Now, please note: Inflation is an increasingly partisan issue in many parts of the world. We favor no party nor any politician. Our comments on inflation are limited to the economics in question, viewed through a market-oriented lens. With that out of the way, we suspect it is worth noting inflation probably will peak higher—and stay elevated for longer—than we thought likely last summer. There is a simple reason for this: Russian “President” Vladimir Putin’s invasion of Ukraine, which rippled through oil, natural gas and other commodity markets, as well as complicating shipping routes. We have all felt this at the gas pump and when paying our electricity bills. Soon, fertilizer shortages may show up in food prices. So, too, might the potential shortages of wheat. Pricier petrochemical feedstocks will drive up costs for plastic and a range of consumer goods.

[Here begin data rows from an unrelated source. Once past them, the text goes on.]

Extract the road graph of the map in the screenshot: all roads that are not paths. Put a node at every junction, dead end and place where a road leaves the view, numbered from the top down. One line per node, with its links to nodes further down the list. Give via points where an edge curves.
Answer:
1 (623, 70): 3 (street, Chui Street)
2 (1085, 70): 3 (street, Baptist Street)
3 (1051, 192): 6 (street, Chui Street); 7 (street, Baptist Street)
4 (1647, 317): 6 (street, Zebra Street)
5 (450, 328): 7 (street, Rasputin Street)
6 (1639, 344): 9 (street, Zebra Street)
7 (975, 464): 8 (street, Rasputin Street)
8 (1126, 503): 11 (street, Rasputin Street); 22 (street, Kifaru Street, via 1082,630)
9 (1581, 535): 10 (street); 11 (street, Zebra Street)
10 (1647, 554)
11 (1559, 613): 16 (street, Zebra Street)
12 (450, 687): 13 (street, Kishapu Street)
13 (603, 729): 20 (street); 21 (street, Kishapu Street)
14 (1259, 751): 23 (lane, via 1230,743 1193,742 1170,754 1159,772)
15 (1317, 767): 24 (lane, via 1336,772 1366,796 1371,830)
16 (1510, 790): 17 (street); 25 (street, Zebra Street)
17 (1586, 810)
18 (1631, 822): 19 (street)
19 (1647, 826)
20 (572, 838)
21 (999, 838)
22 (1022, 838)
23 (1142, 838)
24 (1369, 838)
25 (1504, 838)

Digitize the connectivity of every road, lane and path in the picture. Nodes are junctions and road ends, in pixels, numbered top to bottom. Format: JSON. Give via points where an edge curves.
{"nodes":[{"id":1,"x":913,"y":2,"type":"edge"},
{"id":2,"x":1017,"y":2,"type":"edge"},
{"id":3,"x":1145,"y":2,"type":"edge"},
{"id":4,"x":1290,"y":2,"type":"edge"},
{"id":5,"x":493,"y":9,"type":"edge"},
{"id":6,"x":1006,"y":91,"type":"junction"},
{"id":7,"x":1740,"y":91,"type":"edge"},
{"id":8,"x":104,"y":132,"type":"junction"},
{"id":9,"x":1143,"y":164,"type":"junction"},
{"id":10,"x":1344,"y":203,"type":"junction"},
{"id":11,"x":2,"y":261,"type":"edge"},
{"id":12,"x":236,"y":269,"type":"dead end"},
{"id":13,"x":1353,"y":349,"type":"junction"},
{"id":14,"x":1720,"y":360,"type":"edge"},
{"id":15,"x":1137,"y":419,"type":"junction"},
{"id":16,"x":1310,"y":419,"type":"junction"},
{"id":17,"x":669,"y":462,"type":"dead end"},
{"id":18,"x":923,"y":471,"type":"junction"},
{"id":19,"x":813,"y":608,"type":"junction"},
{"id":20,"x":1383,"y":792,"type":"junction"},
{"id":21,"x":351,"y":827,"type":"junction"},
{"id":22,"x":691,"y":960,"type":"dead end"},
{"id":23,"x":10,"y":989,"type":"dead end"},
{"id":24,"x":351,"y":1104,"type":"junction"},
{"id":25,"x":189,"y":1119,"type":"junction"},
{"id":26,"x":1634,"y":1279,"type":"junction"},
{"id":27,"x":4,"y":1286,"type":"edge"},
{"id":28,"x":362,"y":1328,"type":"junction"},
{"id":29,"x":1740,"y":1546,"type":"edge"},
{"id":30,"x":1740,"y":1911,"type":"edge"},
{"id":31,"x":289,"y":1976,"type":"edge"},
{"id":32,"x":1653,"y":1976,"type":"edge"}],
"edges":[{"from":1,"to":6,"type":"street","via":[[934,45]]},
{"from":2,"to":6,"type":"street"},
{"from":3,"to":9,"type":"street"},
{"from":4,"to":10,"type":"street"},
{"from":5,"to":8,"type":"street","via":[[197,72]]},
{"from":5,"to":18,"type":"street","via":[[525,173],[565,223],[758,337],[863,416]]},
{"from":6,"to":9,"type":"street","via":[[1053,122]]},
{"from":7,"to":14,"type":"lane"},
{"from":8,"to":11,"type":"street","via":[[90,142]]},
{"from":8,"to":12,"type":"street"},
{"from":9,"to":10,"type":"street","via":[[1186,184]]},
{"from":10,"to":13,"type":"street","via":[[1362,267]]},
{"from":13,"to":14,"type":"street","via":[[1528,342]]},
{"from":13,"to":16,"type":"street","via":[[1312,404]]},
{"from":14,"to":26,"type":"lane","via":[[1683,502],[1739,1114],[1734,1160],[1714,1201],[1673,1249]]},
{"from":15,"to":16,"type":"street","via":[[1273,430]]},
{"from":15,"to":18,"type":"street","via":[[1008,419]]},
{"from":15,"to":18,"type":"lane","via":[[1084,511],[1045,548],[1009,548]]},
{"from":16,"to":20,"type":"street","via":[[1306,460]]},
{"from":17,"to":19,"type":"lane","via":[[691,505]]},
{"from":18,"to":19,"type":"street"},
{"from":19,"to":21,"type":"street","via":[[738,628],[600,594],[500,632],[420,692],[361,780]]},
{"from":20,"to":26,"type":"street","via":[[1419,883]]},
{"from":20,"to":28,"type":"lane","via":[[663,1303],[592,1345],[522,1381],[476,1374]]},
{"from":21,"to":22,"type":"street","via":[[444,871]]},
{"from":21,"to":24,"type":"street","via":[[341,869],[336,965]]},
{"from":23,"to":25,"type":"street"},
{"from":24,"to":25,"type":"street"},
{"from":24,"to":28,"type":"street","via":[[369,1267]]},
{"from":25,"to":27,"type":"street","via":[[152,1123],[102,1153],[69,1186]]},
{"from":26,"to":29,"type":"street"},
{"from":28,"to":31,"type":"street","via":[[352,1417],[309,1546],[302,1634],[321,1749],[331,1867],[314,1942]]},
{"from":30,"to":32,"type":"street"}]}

This is all happening at a time when the forces that drove prices higher throughout 2021 should be starting to wane. Last spring and summer—which might feel like an eternity ago—prices jumped off a depressed base as businesses reopened from lockdowns. Many businesses weren’t prepared for the sudden demand influx, sending prices higher throughout travel and leisure. Car prices also surged, in part because rental company activity was skewing the market. Those fast increases, with 2020’s lockdown-deflated prices as the denominator in the year-over-year calculation, were primarily responsible for inflation as 2021 progressed, with supply chain issues adding dislocations later in the year.
Yet these factors were poised to fade. The base effect would have left the math starting in April, raising the denominator. Logistical pressures appeared to be easing. It all pointed to prices rising more slowly off a higher base—making 2021’s faster inflation a one-off headache that eventually worked its way through the system. But then Putin invaded, replacing those fading inflationary forces with new supply-side price spikes. If oil and gas prices hover around today’s level, that points to inflation staying elevated for longer, simply due to inflation math, even if other prices are benign. We don’t mean to alarm you, but we think it is important to be realistic.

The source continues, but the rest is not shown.